Sunday, November 3, 2013

Event source all the things?

Having covered projections last week, I think I have come full circle in these posts that turned out to be a small preliminary series on event sourcing. Even though there are still a vast amount of nuances to discover, I think I've captured the gist of it. Even without running an event sourced system in production - I feel as if I somewhat have an idea of what event sourcing can bring to the table.

Event sourcing gives you a complete history of events that caused an aggregate to be in its current state. In some scenarios this will add an enormous amount of value, in other scenarios it will give you nothing - it might even steal time and effort.

The first thing you do - before even considering implementing event sourcing - is talking to your business. Do they feel as if events are a natural way to represent what's going on in their domain? Event sourcing is a lot more than just a technical implementation detail, discovering and understanding all of what goes on in a domain is a big investment - from both sides. Is it worth the trouble?
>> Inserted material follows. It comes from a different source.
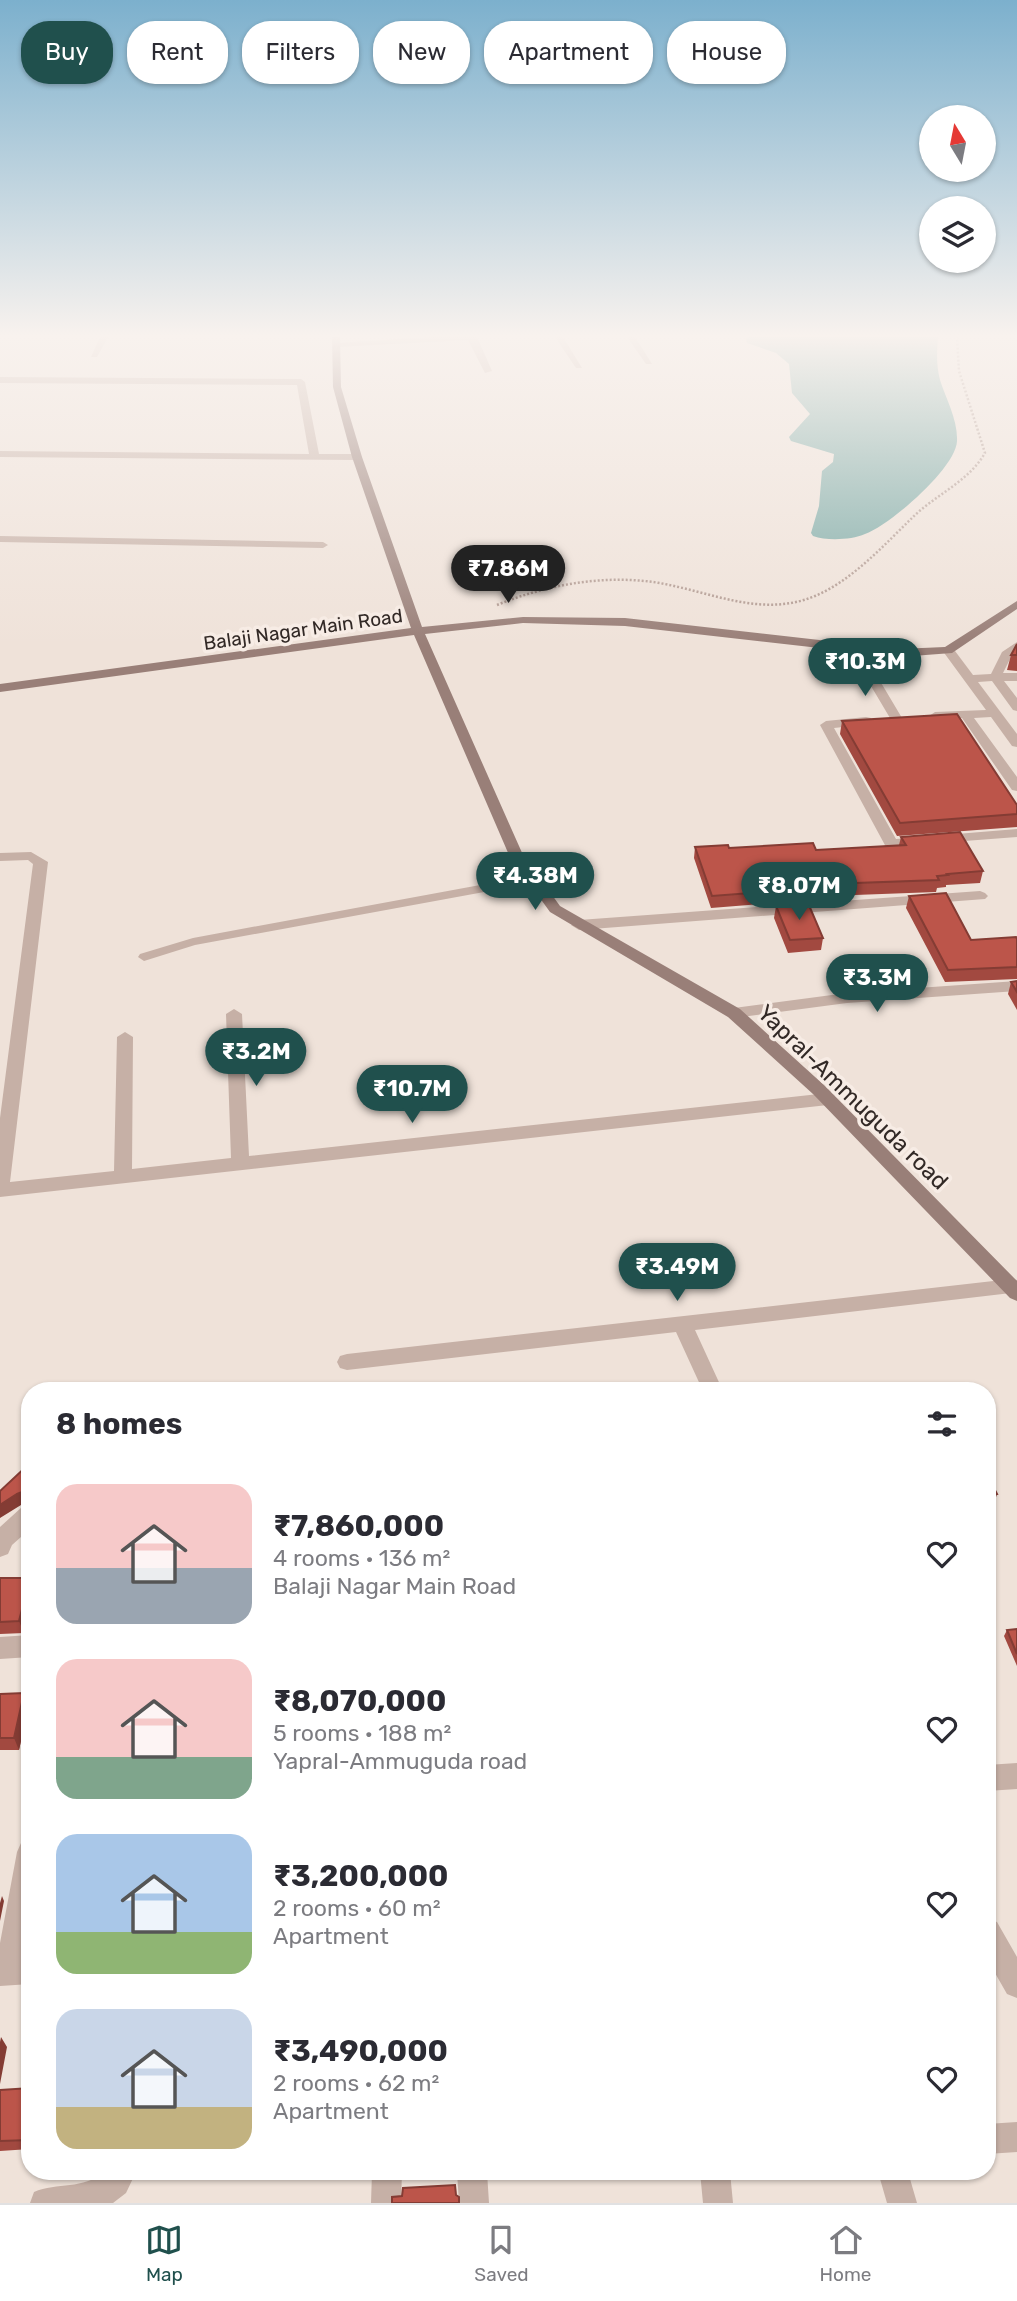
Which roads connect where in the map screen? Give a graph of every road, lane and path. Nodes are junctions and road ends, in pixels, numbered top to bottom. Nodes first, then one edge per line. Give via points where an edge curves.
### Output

In my first job I worked on software for fire departments. I just now realize in how many bits of our solution event sourcing could have helped us:
  • the life cycle of a vehicle assigned to an emergency: vehicle dispatched, vehicle left the station, vehicle en route, vehicle arrived on the scene, vehicle back in the station...
  • a person's career: person was promoted, person was detached to another station, person learned a new skill...
  • a shift's schedule: person attached to unit, person returned to person pool, unit dispatched...
This data had to be made available in a set of diverse read models. Getting the data out was complex at times, often even impossible. A lot of these changes had to be propagated to external systems; there was no way to get that info out in real-time, and external systems had no notion of what happened.

In one of the functionalities of a system I'm currently working on, users also wanted to know what happened in the past, but for completely different reasons. Being in a financial context, they wanted to know who was responsible for changing system settings. Here it's not an event log they need, but a simple audit trail.

If it is just a passive log your business wants, you can get away with cheaper alternatives; a command journal, an audit trail and so on.

Benefits

Event sourcing goes hand-in-hand with Domain Driven Design. Events are a great tool to go from a structural model to a behavioural model, helping you to capture the true essence of a domain model.

Building and maintaining an event store should be doable. It's an append-only data model, storing serialized DTO's with some meta data. This makes - compared to ORM's and relational databases - tooling easier as well.

In traditional systems, you have to keep a lot of things in your head at once; how do I write my data, but also how do I query my data, and more importantly how do I get my data out in all these different use cases without making things too hard. In event sourced systems, separating writes from reads makes for more granular bits, easing the cognitive load.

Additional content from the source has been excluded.